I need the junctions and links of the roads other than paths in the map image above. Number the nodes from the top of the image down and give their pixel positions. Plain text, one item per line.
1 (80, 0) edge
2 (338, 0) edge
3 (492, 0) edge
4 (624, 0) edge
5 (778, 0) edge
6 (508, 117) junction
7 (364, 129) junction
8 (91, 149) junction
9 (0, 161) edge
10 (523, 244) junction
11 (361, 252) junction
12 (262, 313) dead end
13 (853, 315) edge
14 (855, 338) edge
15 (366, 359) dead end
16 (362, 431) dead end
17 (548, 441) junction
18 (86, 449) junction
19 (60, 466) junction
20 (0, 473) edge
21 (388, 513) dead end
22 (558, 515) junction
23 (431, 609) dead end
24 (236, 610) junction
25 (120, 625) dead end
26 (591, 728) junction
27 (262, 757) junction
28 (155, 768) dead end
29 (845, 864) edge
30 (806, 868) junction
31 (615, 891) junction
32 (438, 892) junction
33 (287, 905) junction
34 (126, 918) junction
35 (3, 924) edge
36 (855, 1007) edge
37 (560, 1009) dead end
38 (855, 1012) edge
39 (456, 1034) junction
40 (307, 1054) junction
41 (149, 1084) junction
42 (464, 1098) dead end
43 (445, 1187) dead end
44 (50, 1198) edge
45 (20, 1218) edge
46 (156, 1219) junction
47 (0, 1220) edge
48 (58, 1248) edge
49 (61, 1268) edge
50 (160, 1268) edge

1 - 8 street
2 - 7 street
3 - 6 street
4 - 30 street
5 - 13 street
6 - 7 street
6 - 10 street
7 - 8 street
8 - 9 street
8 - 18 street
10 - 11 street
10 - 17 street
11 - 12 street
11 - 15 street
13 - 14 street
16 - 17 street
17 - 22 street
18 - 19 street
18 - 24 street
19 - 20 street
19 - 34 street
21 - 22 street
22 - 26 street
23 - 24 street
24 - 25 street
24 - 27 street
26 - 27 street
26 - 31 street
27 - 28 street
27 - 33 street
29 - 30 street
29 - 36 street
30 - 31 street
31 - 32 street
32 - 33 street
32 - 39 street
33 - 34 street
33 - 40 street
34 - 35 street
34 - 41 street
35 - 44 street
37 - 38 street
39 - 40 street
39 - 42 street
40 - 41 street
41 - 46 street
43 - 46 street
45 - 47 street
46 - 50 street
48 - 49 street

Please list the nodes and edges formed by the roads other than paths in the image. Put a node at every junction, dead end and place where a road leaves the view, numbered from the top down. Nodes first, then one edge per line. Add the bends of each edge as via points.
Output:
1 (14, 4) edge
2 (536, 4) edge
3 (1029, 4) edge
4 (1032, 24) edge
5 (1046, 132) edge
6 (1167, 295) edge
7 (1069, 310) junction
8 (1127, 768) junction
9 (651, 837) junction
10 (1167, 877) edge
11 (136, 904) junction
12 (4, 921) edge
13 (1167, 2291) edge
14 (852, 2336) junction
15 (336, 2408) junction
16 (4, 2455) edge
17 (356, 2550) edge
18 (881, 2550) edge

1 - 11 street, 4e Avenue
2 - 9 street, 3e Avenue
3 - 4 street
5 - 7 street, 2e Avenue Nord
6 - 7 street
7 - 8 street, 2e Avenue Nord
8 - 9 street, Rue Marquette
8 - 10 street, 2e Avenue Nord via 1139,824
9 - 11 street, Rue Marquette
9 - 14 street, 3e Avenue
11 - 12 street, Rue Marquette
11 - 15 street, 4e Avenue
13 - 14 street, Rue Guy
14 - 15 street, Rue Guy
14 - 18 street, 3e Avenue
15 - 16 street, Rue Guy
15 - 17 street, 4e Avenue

**TASK DIRECTIONS:** Search the entries above for the string "Marquette". Copy each line in which it appears.

**RESPONSE:**
8 - 9 street, Rue Marquette
9 - 11 street, Rue Marquette
11 - 12 street, Rue Marquette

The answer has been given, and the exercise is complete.